[ABOUT THIS EXERCISE]
Whenever a line contains "bridge", include it in the count; reply with the number of such lines in the data and nothing else.

[RAW DATA Boundary: Start]

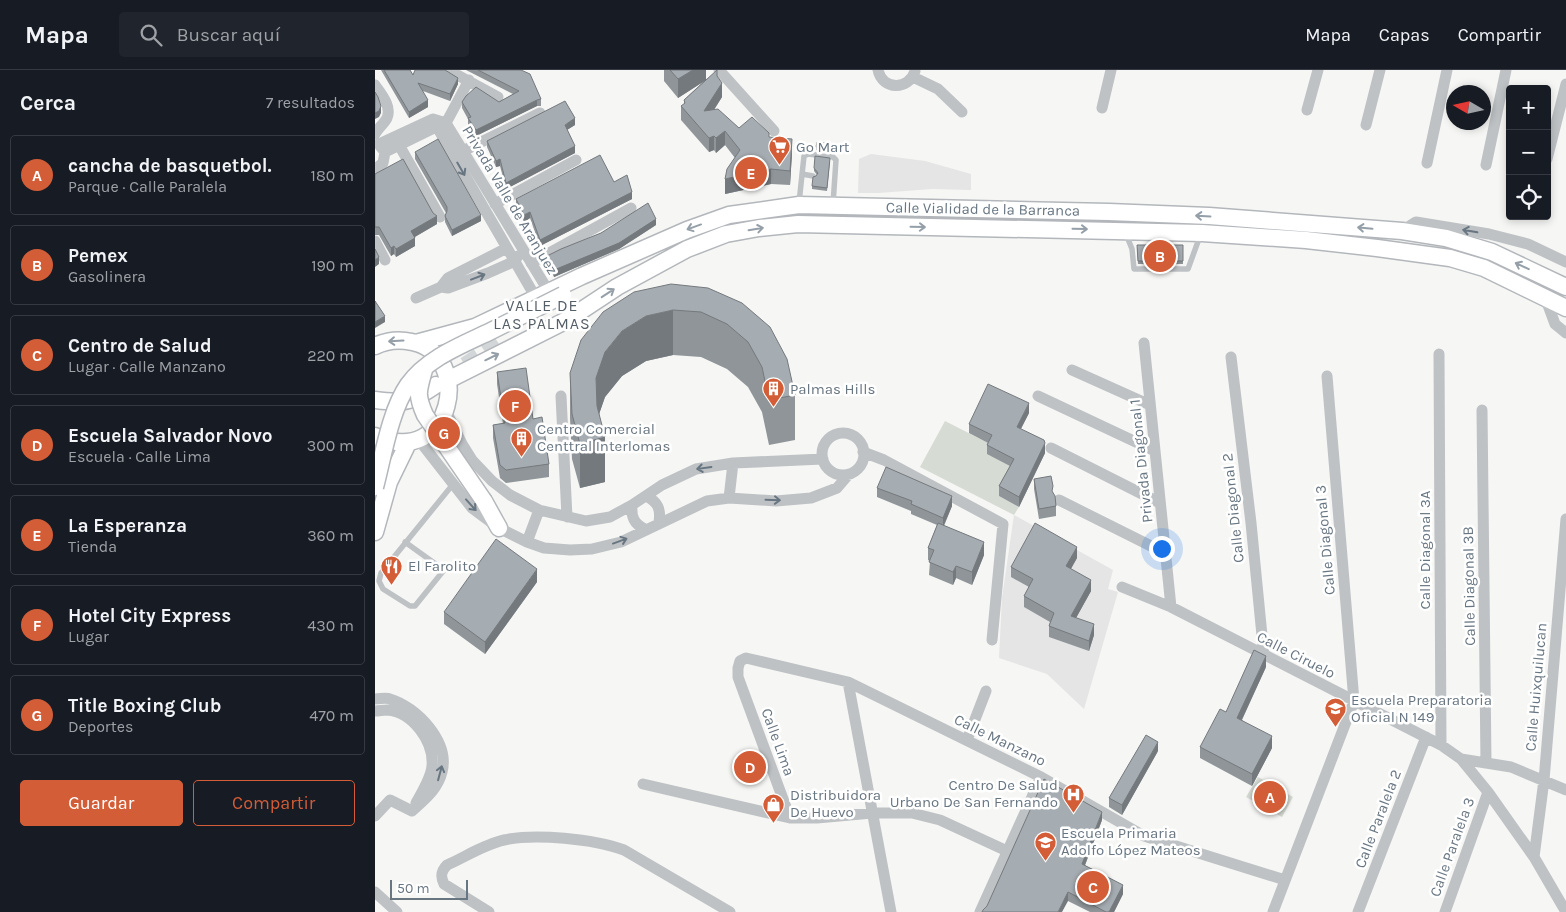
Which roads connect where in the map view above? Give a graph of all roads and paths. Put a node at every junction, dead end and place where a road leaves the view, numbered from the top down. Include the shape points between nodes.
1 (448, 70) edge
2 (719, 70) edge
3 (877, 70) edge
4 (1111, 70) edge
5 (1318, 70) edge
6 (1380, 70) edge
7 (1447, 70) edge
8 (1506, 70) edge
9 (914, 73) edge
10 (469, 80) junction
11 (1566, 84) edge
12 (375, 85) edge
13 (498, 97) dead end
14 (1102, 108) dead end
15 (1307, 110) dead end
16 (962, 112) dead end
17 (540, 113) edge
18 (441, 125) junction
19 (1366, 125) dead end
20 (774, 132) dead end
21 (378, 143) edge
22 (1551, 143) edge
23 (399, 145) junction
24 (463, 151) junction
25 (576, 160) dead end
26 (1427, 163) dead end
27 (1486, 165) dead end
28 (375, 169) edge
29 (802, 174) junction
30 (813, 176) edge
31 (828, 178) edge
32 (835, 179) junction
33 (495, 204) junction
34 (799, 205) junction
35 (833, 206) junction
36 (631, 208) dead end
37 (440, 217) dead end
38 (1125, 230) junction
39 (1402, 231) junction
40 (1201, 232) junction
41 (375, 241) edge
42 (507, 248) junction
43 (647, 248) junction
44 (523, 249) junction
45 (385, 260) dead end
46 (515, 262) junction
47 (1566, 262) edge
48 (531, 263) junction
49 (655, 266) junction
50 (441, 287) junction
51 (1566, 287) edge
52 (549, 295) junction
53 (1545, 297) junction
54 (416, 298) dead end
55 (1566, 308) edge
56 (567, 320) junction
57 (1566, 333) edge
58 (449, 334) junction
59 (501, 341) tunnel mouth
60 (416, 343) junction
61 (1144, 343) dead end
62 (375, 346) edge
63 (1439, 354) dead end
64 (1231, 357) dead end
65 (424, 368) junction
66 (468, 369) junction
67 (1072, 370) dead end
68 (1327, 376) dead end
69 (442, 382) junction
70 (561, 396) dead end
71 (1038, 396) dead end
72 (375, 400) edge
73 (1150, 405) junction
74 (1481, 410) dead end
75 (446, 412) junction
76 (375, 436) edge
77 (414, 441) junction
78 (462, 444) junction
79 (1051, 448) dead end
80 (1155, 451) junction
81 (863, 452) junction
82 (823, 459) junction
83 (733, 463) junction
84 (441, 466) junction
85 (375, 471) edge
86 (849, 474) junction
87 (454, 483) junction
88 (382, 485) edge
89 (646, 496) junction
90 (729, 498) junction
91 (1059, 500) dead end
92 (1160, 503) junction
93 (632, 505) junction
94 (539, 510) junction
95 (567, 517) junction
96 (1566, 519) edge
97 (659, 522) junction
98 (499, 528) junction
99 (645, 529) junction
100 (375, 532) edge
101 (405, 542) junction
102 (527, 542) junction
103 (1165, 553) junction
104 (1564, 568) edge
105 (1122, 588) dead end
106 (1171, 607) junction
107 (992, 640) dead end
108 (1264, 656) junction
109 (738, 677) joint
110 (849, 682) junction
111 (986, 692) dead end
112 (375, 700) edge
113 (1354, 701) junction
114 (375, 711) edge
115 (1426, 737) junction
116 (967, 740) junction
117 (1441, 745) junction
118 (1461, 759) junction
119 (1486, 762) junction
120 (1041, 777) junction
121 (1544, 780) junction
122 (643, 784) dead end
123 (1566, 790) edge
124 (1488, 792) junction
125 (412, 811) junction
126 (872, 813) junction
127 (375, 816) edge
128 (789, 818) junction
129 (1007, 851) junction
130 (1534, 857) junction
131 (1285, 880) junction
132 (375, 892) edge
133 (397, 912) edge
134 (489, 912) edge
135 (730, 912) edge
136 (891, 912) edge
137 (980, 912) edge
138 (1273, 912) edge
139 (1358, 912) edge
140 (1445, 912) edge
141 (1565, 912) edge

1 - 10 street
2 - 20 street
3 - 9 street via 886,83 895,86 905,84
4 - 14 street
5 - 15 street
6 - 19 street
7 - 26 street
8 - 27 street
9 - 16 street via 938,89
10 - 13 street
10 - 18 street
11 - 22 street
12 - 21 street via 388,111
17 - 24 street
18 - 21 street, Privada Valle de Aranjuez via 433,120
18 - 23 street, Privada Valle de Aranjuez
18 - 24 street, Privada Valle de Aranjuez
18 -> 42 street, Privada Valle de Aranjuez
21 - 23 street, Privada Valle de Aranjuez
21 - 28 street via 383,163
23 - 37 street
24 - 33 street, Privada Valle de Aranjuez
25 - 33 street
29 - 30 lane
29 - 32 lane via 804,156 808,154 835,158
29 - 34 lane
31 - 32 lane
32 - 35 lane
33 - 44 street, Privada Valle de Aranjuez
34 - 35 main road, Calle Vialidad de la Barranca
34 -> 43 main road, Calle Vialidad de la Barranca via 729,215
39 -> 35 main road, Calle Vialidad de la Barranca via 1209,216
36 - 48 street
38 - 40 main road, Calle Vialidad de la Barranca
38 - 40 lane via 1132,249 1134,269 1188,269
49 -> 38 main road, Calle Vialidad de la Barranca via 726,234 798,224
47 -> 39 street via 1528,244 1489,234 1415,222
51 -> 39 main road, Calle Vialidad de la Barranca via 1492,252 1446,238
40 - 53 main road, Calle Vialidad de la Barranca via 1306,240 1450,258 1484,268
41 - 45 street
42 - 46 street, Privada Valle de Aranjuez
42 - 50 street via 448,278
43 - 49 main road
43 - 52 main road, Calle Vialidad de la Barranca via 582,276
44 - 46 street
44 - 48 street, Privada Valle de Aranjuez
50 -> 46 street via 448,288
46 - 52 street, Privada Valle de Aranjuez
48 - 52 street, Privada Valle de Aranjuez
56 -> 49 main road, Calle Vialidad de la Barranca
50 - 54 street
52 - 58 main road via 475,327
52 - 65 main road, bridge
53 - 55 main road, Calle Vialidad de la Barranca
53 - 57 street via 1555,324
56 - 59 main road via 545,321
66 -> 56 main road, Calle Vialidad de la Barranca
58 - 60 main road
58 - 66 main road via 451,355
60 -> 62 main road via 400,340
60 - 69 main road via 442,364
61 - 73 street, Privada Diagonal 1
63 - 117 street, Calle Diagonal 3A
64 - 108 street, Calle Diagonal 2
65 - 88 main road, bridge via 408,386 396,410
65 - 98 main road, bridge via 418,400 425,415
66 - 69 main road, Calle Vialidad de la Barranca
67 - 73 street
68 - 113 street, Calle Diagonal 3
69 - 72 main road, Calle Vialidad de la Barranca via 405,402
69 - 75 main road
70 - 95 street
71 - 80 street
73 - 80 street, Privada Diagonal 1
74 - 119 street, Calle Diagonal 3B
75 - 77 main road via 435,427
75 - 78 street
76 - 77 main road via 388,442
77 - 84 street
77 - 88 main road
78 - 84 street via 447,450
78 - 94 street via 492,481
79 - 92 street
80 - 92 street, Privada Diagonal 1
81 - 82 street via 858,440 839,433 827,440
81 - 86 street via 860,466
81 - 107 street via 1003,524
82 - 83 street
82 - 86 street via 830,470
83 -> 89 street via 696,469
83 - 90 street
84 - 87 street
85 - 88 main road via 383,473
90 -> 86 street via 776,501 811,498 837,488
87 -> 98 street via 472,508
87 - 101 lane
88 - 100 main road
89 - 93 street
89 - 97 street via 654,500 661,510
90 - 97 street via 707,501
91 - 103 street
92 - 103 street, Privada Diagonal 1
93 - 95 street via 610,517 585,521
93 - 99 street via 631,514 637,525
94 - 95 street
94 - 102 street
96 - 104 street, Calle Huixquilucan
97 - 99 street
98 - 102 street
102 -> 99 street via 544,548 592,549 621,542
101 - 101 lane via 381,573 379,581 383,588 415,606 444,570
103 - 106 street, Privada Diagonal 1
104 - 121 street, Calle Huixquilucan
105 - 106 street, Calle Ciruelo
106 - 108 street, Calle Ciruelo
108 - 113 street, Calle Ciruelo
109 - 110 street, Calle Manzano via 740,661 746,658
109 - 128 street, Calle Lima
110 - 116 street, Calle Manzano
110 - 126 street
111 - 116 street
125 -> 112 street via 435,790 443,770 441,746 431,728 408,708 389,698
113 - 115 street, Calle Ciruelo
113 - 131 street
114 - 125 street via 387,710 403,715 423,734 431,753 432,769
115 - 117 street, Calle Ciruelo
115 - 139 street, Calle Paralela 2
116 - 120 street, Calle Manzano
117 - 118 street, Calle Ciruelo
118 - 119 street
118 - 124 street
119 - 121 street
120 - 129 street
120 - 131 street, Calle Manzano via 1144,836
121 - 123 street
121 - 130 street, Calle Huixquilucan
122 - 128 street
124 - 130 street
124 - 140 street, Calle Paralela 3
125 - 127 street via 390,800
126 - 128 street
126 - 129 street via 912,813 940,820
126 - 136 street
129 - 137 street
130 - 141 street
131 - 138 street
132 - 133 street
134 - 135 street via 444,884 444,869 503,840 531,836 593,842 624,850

[RAW DATA Boundary: End]

[YOUR SOLUTION]
3